▸ **Input**:

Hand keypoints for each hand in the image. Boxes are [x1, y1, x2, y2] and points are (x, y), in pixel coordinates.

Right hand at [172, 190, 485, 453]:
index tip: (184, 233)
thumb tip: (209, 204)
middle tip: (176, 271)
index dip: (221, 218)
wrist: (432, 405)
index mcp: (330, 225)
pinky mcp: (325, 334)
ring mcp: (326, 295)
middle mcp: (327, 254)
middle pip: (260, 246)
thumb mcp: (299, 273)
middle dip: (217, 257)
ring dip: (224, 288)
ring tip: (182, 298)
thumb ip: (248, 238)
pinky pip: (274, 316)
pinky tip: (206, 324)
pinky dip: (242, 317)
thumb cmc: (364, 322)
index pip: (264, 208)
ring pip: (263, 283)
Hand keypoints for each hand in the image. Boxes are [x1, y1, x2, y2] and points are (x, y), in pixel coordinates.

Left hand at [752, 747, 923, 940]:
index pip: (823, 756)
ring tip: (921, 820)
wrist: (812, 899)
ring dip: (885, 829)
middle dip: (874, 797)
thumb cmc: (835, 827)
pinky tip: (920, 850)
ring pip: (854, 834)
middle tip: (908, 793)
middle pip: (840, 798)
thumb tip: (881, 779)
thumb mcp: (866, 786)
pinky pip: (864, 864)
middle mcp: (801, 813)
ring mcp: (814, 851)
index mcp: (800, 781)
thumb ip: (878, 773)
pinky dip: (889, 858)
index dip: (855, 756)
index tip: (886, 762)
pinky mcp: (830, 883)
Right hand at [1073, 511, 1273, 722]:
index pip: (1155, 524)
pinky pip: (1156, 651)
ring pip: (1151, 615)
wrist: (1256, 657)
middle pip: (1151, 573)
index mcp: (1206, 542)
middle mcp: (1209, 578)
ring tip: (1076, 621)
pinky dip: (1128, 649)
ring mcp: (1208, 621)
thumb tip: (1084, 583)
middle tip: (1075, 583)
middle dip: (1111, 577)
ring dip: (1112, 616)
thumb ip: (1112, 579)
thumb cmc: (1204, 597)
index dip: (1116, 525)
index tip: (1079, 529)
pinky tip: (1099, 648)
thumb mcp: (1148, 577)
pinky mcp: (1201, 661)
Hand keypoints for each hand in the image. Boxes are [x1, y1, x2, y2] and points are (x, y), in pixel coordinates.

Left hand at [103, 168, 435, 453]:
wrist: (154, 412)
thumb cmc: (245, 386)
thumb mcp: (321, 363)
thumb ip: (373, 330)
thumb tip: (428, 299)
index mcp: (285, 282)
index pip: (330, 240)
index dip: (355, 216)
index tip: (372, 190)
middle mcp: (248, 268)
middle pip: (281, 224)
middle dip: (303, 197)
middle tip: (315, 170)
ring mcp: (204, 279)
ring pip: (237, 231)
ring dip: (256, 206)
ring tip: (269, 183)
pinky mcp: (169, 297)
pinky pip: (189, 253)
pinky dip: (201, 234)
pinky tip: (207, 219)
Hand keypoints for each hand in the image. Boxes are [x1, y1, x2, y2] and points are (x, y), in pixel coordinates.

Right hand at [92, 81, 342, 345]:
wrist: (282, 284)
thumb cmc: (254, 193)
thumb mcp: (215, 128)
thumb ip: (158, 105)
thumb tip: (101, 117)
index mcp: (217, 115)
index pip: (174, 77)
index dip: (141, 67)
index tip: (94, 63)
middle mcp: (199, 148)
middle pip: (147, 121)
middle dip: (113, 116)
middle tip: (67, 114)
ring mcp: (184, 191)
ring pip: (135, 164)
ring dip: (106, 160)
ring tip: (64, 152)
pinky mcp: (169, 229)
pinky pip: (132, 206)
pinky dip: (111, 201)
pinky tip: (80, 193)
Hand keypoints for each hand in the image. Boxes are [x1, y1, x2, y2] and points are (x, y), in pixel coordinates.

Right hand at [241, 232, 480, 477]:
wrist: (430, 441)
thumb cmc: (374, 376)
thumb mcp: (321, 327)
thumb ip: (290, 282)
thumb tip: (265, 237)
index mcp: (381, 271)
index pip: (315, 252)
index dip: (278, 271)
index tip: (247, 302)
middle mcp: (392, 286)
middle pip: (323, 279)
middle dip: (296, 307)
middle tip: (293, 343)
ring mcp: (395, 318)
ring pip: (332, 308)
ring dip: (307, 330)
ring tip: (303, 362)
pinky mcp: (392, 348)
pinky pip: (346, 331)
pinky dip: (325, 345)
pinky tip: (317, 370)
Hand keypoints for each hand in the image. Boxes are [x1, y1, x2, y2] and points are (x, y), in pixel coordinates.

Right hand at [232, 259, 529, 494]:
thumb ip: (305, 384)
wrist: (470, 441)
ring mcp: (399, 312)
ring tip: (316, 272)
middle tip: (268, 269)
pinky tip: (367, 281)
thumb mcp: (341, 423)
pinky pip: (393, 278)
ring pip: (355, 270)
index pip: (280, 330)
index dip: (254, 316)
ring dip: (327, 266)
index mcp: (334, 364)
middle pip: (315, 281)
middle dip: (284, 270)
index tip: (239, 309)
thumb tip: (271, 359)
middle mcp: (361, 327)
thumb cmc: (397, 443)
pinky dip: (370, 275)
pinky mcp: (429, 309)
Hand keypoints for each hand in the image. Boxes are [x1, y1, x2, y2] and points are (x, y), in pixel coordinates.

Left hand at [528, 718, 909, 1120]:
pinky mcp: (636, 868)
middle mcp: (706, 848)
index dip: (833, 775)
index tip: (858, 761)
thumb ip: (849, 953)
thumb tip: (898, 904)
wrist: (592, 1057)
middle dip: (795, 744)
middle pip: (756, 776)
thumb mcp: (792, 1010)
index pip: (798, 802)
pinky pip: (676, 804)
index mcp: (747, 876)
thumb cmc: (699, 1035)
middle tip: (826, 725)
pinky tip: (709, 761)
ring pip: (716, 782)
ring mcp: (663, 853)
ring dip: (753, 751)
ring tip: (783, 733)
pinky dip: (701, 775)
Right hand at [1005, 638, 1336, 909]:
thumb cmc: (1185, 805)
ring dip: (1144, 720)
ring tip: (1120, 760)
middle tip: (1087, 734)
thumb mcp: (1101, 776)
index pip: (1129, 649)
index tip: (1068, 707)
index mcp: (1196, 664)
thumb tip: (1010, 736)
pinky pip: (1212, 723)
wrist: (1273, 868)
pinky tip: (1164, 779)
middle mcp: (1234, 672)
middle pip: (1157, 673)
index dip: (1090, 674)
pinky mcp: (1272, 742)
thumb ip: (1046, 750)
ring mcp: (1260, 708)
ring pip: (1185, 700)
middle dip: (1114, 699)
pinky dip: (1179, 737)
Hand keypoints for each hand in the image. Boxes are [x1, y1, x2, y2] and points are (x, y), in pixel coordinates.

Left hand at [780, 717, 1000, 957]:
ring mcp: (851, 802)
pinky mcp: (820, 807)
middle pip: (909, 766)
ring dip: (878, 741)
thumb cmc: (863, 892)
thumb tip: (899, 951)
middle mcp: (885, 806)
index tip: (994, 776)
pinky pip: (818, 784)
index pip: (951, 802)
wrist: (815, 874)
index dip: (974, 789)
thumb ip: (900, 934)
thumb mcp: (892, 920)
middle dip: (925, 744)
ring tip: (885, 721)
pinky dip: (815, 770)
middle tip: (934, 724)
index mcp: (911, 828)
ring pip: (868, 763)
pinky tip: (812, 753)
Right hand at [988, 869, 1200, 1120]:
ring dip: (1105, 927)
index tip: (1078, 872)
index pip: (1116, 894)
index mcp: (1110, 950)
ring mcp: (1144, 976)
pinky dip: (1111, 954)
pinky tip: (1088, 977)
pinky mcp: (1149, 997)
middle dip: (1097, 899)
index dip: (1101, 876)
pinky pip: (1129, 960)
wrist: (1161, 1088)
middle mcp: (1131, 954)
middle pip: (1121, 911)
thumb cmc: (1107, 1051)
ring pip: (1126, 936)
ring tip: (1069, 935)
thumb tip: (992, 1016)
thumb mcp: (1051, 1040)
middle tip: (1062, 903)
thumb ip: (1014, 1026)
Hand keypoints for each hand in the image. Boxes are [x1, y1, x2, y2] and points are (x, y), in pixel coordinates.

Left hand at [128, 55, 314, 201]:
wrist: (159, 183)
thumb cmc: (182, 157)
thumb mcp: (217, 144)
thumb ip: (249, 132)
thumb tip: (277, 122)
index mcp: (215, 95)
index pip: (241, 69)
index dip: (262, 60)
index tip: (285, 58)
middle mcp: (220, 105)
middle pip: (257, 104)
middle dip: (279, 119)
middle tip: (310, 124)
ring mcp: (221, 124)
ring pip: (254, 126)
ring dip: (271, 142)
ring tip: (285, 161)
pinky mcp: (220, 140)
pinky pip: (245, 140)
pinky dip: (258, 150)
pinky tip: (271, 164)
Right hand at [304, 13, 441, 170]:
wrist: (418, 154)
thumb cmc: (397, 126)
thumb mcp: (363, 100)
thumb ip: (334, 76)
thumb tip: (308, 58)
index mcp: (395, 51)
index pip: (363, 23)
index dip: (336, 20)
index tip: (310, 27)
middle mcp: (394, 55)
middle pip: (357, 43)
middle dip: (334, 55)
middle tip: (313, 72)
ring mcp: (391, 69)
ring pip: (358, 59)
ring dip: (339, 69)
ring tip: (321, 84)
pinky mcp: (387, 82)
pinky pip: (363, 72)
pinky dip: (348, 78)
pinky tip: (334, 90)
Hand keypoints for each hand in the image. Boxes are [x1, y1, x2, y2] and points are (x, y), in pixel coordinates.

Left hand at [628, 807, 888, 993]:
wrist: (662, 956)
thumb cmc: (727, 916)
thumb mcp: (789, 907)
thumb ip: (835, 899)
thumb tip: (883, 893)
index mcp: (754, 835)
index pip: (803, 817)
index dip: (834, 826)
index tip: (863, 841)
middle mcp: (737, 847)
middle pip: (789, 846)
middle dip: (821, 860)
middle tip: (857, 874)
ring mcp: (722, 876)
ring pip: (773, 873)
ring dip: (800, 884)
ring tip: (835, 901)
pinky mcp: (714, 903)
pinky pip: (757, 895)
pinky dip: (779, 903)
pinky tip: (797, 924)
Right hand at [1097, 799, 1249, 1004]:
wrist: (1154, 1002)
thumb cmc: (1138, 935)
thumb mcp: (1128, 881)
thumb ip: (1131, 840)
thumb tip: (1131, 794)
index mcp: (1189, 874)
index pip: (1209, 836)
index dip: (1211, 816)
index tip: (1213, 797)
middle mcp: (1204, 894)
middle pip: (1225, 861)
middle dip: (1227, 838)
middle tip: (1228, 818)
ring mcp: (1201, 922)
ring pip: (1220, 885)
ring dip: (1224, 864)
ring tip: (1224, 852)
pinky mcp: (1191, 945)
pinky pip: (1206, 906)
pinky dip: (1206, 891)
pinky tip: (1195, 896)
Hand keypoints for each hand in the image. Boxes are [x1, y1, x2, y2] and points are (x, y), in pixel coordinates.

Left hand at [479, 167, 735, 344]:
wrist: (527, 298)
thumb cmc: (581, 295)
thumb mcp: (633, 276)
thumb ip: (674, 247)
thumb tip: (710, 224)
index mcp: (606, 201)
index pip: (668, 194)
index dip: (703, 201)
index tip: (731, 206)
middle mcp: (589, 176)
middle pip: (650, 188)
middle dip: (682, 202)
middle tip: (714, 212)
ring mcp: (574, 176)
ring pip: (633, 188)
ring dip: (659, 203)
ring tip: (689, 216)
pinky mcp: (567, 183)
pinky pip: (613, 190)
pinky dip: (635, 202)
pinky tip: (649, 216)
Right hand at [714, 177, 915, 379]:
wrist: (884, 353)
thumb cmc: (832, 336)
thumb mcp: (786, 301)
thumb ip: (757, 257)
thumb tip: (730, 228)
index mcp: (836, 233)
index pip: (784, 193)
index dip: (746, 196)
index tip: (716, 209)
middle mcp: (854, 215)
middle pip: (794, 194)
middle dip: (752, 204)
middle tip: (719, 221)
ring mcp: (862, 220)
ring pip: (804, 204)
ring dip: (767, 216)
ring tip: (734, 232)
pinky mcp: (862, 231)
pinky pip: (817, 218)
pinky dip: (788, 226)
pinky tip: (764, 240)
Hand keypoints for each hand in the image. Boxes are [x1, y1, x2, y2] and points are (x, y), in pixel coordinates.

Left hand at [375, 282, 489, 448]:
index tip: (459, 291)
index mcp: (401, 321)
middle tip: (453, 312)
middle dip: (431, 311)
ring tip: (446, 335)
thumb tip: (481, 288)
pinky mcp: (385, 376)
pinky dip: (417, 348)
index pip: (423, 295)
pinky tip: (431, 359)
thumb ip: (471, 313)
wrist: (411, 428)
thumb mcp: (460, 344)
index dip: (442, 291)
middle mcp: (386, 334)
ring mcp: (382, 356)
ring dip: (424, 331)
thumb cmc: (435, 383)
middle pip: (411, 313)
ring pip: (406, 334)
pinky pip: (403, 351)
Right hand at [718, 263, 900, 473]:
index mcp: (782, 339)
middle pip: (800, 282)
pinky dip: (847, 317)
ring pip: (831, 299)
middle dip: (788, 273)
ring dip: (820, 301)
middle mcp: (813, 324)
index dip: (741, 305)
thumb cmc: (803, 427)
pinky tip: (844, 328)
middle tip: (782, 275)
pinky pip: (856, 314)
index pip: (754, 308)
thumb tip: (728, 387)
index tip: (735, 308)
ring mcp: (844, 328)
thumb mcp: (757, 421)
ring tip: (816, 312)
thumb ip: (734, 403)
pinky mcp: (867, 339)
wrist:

▸ **Activity**: Copy down each line in the entries that has the word "Left".

▸ **Written answer**:
Left hand at [752, 747, 923, 940]:
Left hand at [103, 168, 435, 453]:
Left hand at [528, 718, 909, 1120]:
Left hand at [780, 717, 1000, 957]:
Left hand at [128, 55, 314, 201]:
Left hand at [628, 807, 888, 993]:
Left hand at [479, 167, 735, 344]:
Left hand at [375, 282, 489, 448]:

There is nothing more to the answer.